I decided to open the port side cockpit door somewhat late. (See: Photos #4 and #5) I'd glued in the side panels and controls already. AND I glued the fuselage halves together. I should have done it in reverse, naturally. But I took my time and didn't worry about keeping the portion of the port side door I was cutting away. I fashioned a new door, first from card stock paper that fit just right in the closed position and then used that as a pattern for a new door cut from a cottage cheese plastic carton because it had the correct curve. (Of course, the new door was painted and "installed" along with the brass tubing cannon barrels, stretched sprue pitot tube, kit landing gear, etc. after the model was almost completely finished.)          

I scratchbuilt a gun sight using copper wire and Evergreen plastic, item 102 (again) rectangular pieces. Since the kit cockpit canopy was so thick I needed to vacuform a new canopy to gain more room for that little tiny scratchbuilt gun sight. Believe it or not, I have a Mattel vacuform purchased from the Sear's Xmas Toy catalog many years ago. I got a good canopy copy on the first try.

Looking at reference photos in the Squadron Signal book I realized I needed to add .05 thousandth sheet styrene behind the openings in the engine cowl kit part to simulate the louvers or baffles on the inside of the engine cowling. This step improved the realistic look of that 'shortstuff" Rata viewed from the front.            

 All in all, the fuselage halves went together very nicely with just a little sanding and filling of gaps. Correct alignment of part like the wings and horizontal stabs is very important of course, and in the case of this kit's horizontal stabs, it requires careful attention. For these chores I used tube glue for it's slow drying capability. I checked the alignment a lot in the first 10 minutes. The laws of gravity apply here of course, and the weight of the plastic parts allows them to droop. I kept checking and repositioning them. I don't like masking tape to hold them in place. With the tape on the model it is harder for me to tell if the alignment is correct in the first place. I came back and checked again and again for more than 30 minutes. Obviously I don't glue the fuselage together and the wings together or horizontal stabs on the same day.

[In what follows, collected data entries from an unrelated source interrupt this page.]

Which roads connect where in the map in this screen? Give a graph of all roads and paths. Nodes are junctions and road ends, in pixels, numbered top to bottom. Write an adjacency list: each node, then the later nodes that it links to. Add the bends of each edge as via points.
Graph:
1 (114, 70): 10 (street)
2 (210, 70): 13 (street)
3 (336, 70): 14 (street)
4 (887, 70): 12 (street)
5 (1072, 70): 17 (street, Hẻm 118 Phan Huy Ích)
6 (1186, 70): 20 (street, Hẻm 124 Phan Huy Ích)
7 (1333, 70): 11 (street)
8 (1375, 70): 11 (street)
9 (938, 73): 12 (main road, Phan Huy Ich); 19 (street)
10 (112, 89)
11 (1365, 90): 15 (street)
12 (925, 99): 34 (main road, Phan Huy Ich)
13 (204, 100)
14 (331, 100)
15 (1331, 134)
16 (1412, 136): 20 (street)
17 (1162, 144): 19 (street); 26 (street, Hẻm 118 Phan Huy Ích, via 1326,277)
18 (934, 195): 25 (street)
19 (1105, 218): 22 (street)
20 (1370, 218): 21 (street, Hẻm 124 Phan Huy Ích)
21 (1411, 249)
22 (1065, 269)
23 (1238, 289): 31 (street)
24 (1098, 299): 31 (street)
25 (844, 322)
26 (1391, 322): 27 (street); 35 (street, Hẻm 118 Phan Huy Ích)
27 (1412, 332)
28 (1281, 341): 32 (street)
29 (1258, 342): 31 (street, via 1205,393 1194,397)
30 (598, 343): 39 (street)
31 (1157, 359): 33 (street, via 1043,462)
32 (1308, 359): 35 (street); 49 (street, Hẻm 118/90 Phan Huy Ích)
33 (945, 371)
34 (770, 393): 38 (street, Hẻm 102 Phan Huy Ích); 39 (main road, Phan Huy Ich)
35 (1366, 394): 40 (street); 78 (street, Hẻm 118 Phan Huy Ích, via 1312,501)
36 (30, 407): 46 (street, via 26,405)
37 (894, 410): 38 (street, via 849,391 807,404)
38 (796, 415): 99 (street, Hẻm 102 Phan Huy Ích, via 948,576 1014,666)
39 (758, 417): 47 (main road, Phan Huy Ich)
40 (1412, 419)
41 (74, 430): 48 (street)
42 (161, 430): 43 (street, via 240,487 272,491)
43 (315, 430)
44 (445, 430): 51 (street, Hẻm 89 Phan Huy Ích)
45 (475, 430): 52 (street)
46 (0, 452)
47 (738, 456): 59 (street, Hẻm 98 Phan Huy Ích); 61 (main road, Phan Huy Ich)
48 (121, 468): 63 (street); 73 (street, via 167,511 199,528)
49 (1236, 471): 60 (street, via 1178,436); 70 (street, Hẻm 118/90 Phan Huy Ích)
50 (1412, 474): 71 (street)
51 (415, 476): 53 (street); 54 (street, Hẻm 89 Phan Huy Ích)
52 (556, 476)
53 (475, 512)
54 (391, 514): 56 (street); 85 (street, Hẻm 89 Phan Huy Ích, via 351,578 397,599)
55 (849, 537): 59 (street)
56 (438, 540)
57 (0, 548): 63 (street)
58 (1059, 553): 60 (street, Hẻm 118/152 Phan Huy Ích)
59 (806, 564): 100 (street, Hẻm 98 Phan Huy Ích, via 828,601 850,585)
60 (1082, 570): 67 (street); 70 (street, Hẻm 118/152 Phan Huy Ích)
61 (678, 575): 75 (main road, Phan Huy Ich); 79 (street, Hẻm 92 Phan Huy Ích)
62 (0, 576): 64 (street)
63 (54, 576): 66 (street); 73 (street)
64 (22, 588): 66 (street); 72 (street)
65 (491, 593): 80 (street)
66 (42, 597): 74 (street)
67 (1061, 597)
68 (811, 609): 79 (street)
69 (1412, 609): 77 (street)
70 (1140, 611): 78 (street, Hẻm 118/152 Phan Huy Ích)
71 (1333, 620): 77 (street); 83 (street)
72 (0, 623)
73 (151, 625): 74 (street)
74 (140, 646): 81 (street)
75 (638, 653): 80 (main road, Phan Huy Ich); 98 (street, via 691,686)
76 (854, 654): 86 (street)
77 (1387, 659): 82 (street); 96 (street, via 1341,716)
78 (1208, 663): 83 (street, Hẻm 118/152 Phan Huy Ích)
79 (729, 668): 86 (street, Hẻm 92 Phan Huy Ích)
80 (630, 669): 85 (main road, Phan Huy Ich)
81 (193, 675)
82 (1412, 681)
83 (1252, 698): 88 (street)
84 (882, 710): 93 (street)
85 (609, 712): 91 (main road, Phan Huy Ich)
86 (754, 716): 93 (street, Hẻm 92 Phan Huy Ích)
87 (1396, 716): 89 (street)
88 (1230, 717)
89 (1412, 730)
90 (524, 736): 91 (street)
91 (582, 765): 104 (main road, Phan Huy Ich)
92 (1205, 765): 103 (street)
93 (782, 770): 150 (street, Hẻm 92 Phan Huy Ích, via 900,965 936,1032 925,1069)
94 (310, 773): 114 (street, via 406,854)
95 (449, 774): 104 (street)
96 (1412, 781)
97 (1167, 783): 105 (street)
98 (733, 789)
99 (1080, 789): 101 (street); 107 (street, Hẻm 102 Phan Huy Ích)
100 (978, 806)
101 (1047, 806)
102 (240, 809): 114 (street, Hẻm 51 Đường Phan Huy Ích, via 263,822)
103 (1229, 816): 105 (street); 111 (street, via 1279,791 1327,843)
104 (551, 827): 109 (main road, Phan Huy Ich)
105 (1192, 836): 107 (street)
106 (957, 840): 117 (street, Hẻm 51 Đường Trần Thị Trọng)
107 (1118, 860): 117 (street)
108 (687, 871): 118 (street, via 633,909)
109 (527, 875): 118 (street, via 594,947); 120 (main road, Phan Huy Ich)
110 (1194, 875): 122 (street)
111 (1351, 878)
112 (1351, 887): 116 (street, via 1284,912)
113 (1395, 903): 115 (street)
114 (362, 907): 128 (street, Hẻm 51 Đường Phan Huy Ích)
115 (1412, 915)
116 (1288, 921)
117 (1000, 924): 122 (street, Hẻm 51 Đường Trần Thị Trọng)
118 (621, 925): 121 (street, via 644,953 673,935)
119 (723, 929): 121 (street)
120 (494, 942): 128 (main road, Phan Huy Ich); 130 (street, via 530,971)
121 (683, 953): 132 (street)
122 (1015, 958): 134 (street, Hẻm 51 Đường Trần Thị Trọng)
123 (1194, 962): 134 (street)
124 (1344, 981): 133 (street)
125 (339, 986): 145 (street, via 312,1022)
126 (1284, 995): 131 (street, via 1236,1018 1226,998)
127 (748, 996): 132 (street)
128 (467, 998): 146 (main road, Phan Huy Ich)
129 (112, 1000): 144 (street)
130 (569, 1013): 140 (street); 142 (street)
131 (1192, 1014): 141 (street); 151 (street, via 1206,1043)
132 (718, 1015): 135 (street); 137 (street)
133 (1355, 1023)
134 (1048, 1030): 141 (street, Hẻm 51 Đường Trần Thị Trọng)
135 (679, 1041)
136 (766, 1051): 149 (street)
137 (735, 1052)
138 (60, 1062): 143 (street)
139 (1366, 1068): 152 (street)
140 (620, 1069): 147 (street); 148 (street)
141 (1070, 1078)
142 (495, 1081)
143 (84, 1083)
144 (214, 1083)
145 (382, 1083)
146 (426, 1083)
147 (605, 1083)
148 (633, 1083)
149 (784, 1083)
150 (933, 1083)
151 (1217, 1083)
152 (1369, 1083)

I used green stuff and super glue for filler. I rescribed the sanded panel lines with an Xacto-knife and a 6 inch flexible steel ruler with cork backing ‹ from Micro Mart ‹ in areas where the curve isn't too acute. This is a very slow and careful process. The Rata wing root required filler and sanding, then I sprayed a coat of white paint in those areas to check how well I did or didn't do. Then more filler and more sanding till there was no trace of plastic parts coming together. We all know this procedure  isn't fun but we also know that it is the correct way to build QUALITY models. But on the other hand, I think a modeler should enjoy building models. It should be fun. If all that sanding and filling isn't fun for you then don't do it. We're not talking about IPMS competition here. That is another story.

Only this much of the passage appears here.